CSE Master's Thesis: Ali Ghubaish

Dec 14, 2017
2 p.m.
4 p.m.
Jolley Hall, Room 431

“Locating Unmanned Aerial Vehicles (UAVs)”.

Ali Ghubaish
Adviser: Raj Jain

Despite the popularity and usefulness of Unmanned Aerial Vehicles (UAVs) or drones, they are not allowed to fly in some areas without prior permission from the Federal Aviation Administration (FAA). However, many incidents of UAVs breaching such restrictions have been reported. A UAV location system can help the authorities to be alerted when any UAV is breaching restricted areas. Thus, a proper UAV location system can prevent UAVs breaching any restricted area.

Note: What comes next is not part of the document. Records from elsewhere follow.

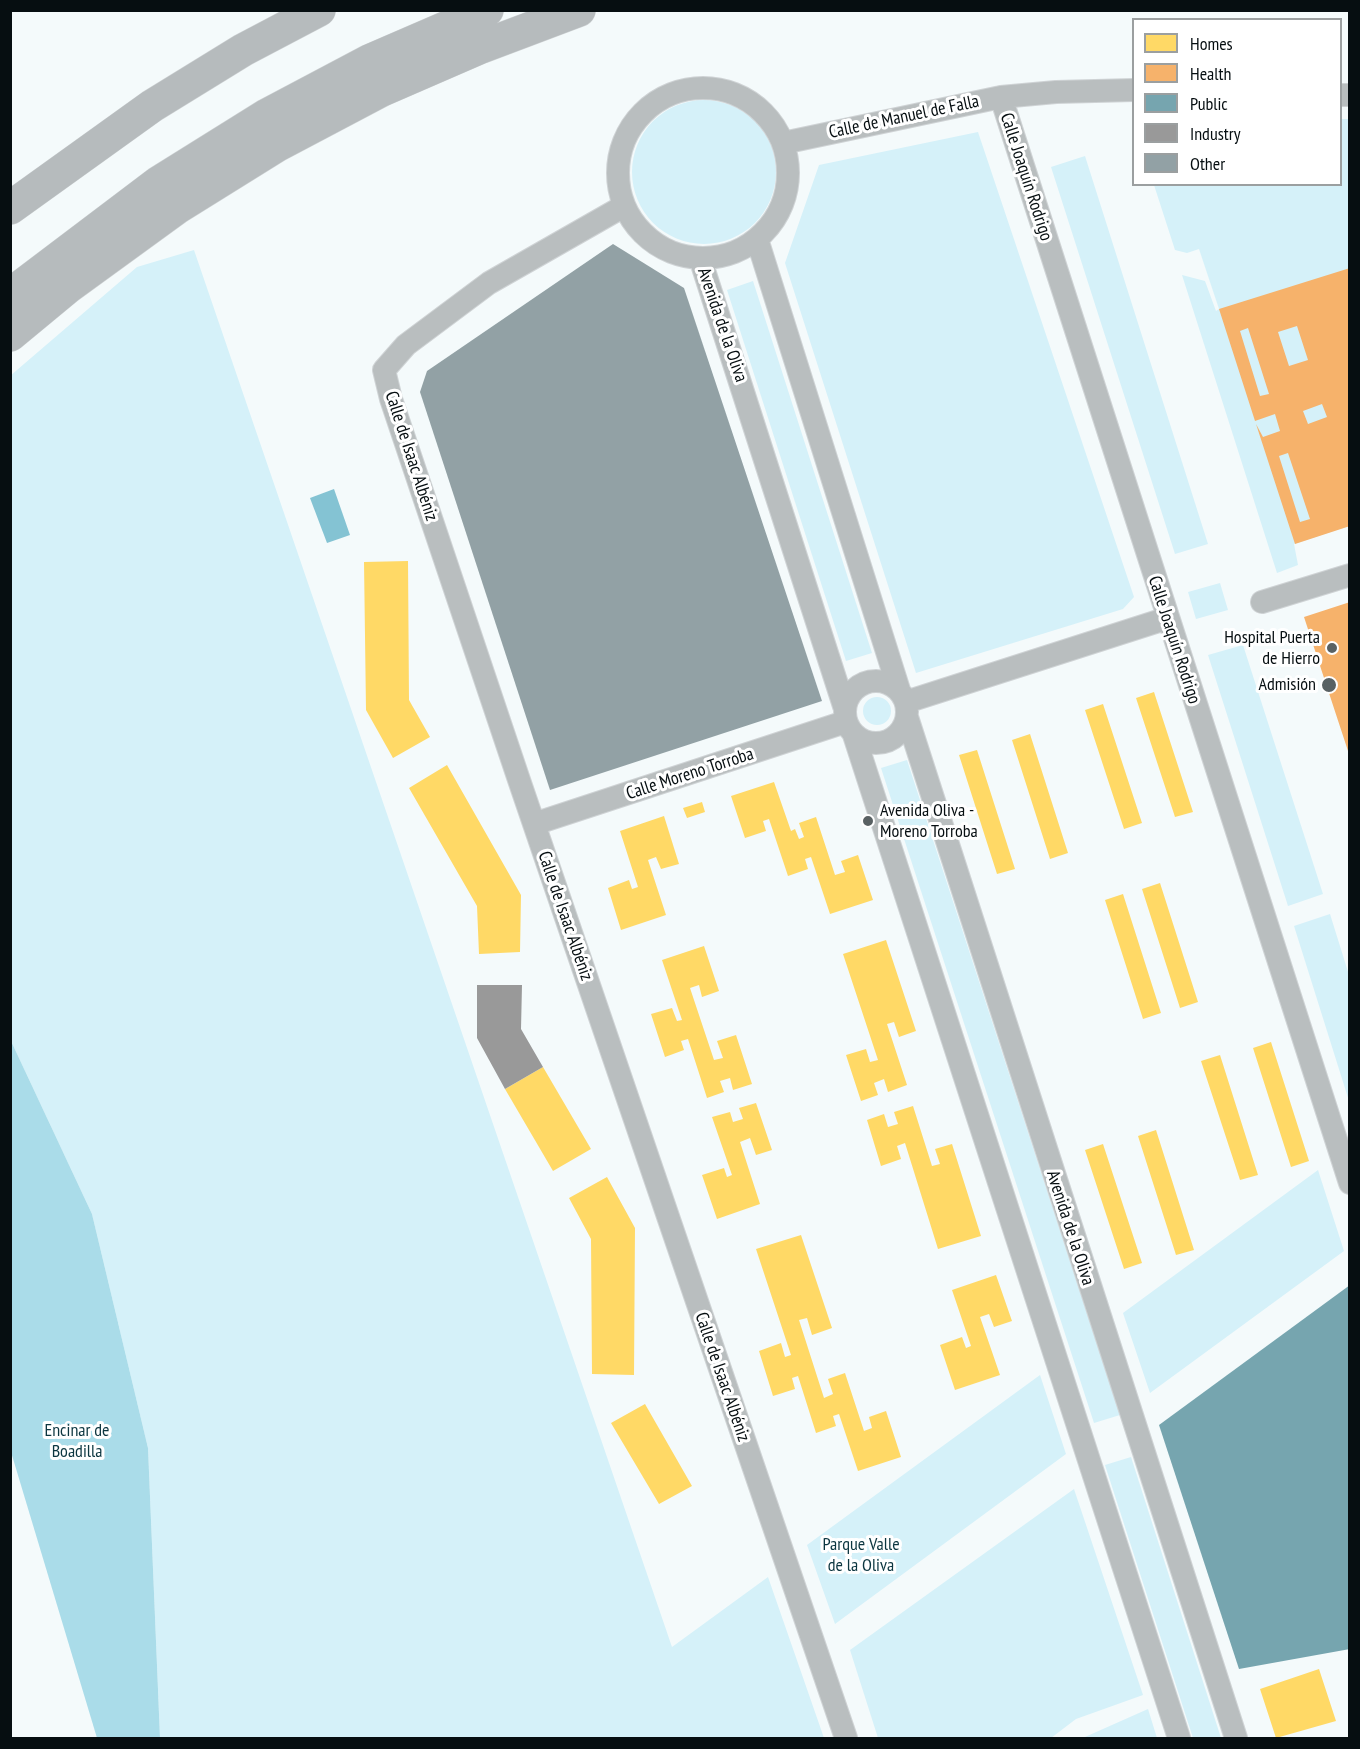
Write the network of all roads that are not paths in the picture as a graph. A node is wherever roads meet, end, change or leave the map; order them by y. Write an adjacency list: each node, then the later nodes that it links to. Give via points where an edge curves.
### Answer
1 (293, 10): 8 (highway, via 146,95)
2 (319, 10): 10 (highway, via 243,50 152,106)
3 (487, 10): 13 (highway, via 369,61 267,116 158,183)
4 (579, 10): 14 (highway, via 382,90 276,146 178,207 68,287)
5 (1132, 90): 6 (street, Calle de Manuel de Falla)
6 (1001, 97): 7 (street, Calle de Manuel de Falla); 17 (street, Calle Joaquín Rodrigo)
7 (783, 143): 9 (street, Avenida de la Oliva, via 769,120 749,102 716,90 698,88 671,93 648,108 630,128 620,153 618,180); 11 (street, via 788,169 785,195 774,219)
8 (10, 190)
9 (624, 206): 12 (street, Avenida de la Oliva, via 637,227 654,243 676,254); 20 (street, Calle de Isaac Albéniz, via 489,283 406,345 384,370)
10 (10, 208)
11 (757, 239): 12 (street, via 720,257); 18 (street, Avenida de la Oliva)
12 (699, 258): 19 (street, Avenida de la Oliva)
13 (10, 295)
14 (10, 335)
15 (1350, 575): 16 (street, via 1263,606)
16 (1350, 582)
17 (1168, 618): 18 (street); 21 (street, Calle Joaquín Rodrigo)
18 (904, 703): 19 (street, via 901,732 886,742 869,743); 19 (street, via 884,681 867,681 852,690); 24 (street, Avenida de la Oliva)
19 (848, 721): 20 (street, Calle Moreno Torroba); 23 (street, Avenida de la Oliva)
20 (534, 824): 22 (street, Calle de Isaac Albéniz)
21 (1350, 1183)
22 (846, 1738)
23 (1179, 1738)
24 (1236, 1738)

This master thesis proposes a UAV location system where each UAV has a unique identification tag. The method consists of two stages: distance and location estimation. We compared distance estimation using three different parameters: time, counter, and Received Signal Strength Indication (RSSI). Long Range Wide Area Network (LoRaWAN) protocol is utilized in the system. Initial results have shown that RSSI is the most accurate among the three parameters and also has minimal cost. Therefore, RSSI was used to estimate the distance between the UAV and one of the ground stations. Location of the UAV including its height can be determined using four ground stations and using their estimated distance from the UAV. Several factors that may affect the measured RSSI are also discussed. These include different environments, antenna directions, and different messages lengths.